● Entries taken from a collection
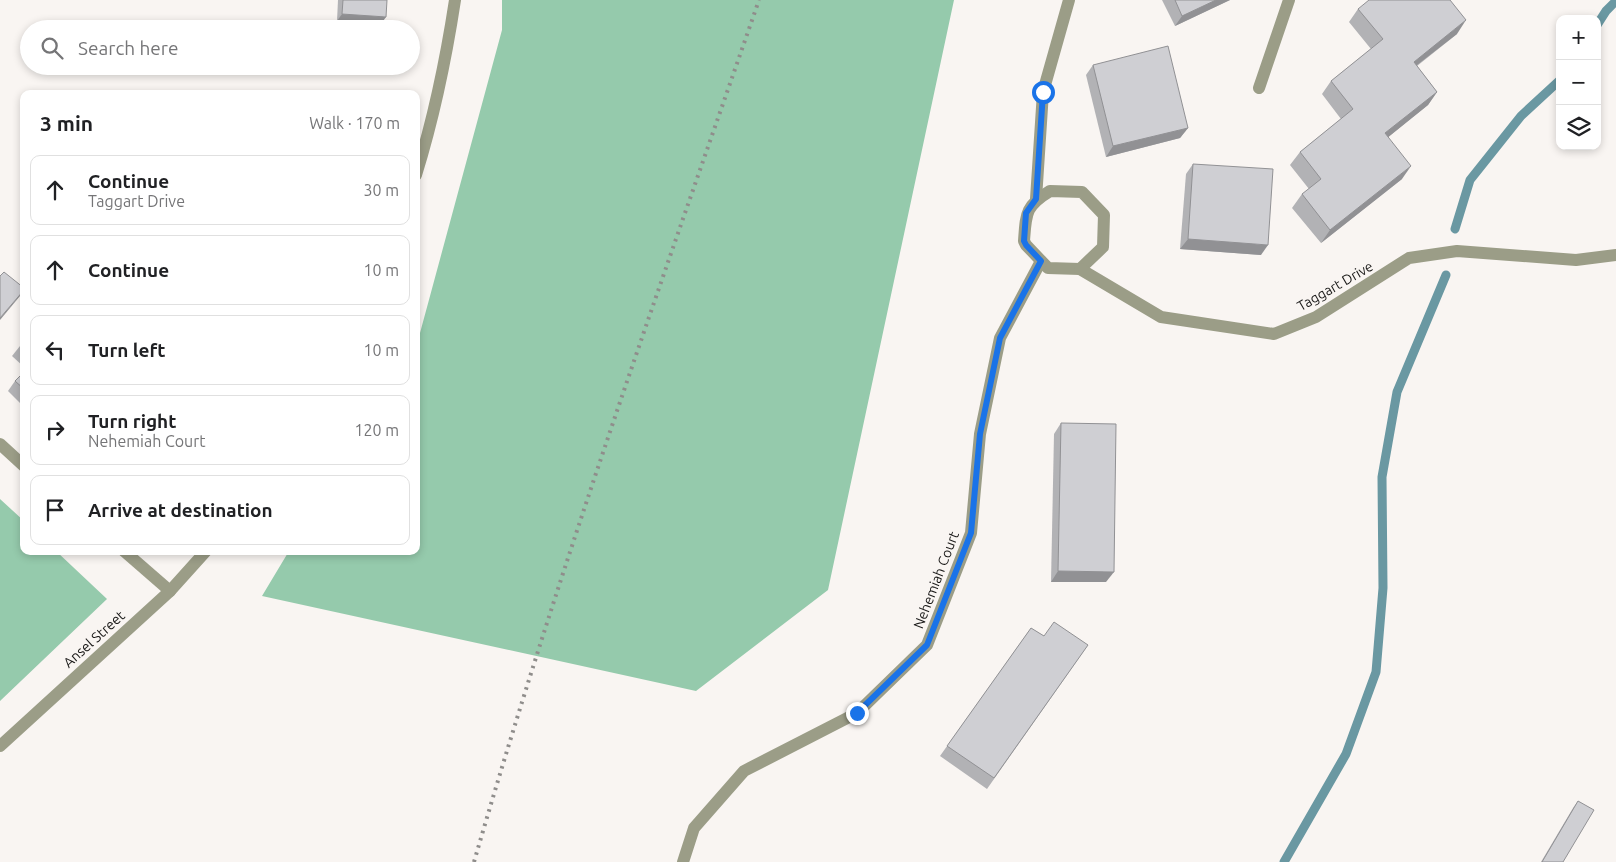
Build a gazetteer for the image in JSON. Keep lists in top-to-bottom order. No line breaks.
{"streets":{"street":["Taggart Drive","Nehemiah Court","Ansel Street"]},"crossings":[["Taggart Drive","Nehemiah Court"]],"page":{"map_buttons":["+","−"],"search":"Search here","heading":["3 min","Walk · 170 m"],"list":[["Continue","Taggart Drive","30 m"],["Continue","10 m"],["Turn left","10 m"],["Turn right","Nehemiah Court","120 m"],"Arrive at destination"]}}
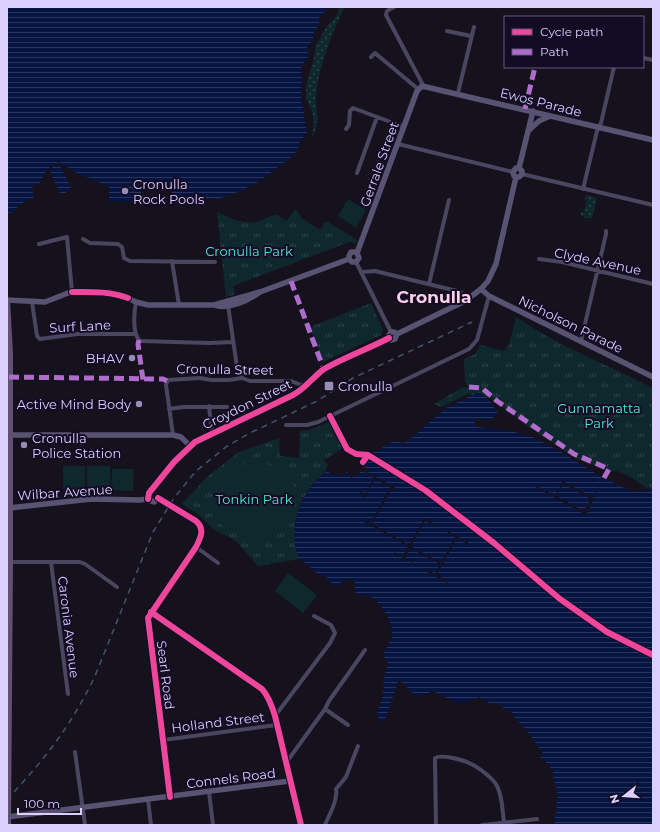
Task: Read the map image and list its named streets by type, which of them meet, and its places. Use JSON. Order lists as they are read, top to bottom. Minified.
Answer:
{"streets":{"street":["Ewos Parade","Gerrale Street","Clyde Avenue","Nicholson Parade","Surf Lane","Cronulla Street","Croydon Street","Wilbar Avenue","Caronia Avenue","Searl Road","Holland Street","Connels Road"]},"crossings":[["Ewos Parade","Gerrale Street"],["Cronulla Street","Croydon Street"],["Croydon Street","Wilbar Avenue"],["Searl Road","Holland Street"],["Searl Road","Connels Road"]],"districts":["Cronulla"],"parks":["Cronulla Park","Gunnamatta Park","Tonkin Park"],"places":{"other":["Cronulla Rock Pools","BHAV","Active Mind Body","Cronulla Police Station"],"transit":["Cronulla"]},"legend":["Cycle path","Path"],"scale_bar":"100 m","north":"left"}
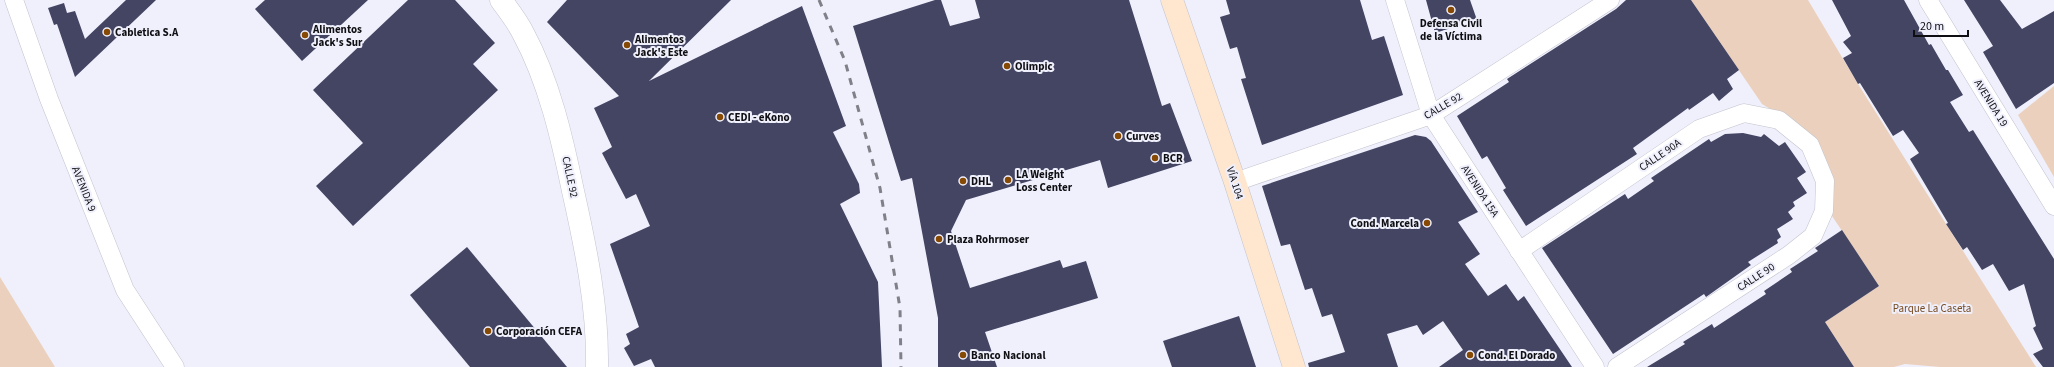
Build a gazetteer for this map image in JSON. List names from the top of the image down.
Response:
{
  "streets": {
    "main road": ["VÍA 104"],
    "street": [
      "AVENIDA 19",
      "CALLE 92",
      "CALLE 90A",
      "AVENIDA 9",
      "AVENIDA 15A",
      "CALLE 90"
    ]
  },
  "crossings": [
    ["CALLE 92", "VÍA 104"],
    ["CALLE 92", "AVENIDA 15A"],
    ["CALLE 90A", "AVENIDA 15A"],
    ["CALLE 90A", "CALLE 90"]
  ],
  "parks": ["Parque La Caseta"],
  "places": [
    "Defensa Civil de la Víctima",
    "Cabletica S.A",
    "Alimentos Jack's Sur",
    "Alimentos Jack's Este",
    "Olimpic",
    "CEDI - eKono",
    "Curves",
    "BCR",
    "LA Weight Loss Center",
    "DHL",
    "Cond. Marcela",
    "Plaza Rohrmoser",
    "Corporación CEFA",
    "Banco Nacional",
    "Cond. El Dorado"
  ],
  "scale_bar": "20 m"
}
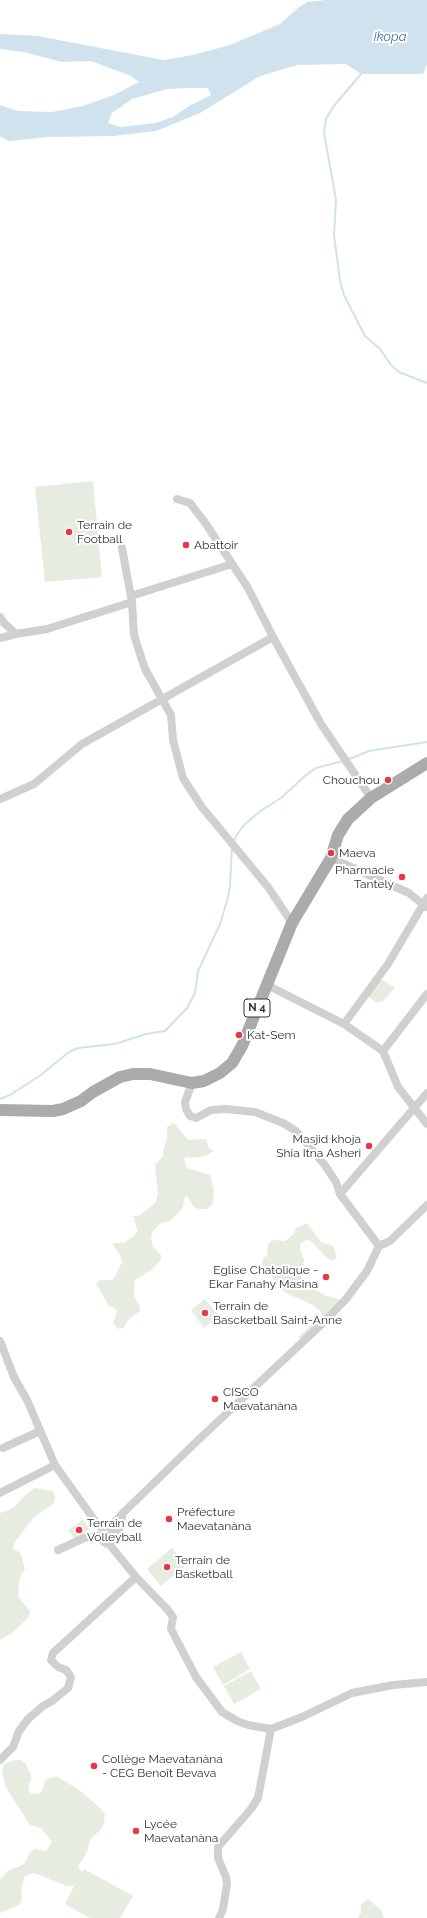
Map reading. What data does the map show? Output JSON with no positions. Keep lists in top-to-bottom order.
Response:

● Assignment
What is needed is an exact copy of the line containing "Map reading. What" and each line after it, through the final line of the entries above.

● Exercise answer
Map reading. What data does the map show? Output JSON with no positions. Keep lists in top-to-bottom order.
Response:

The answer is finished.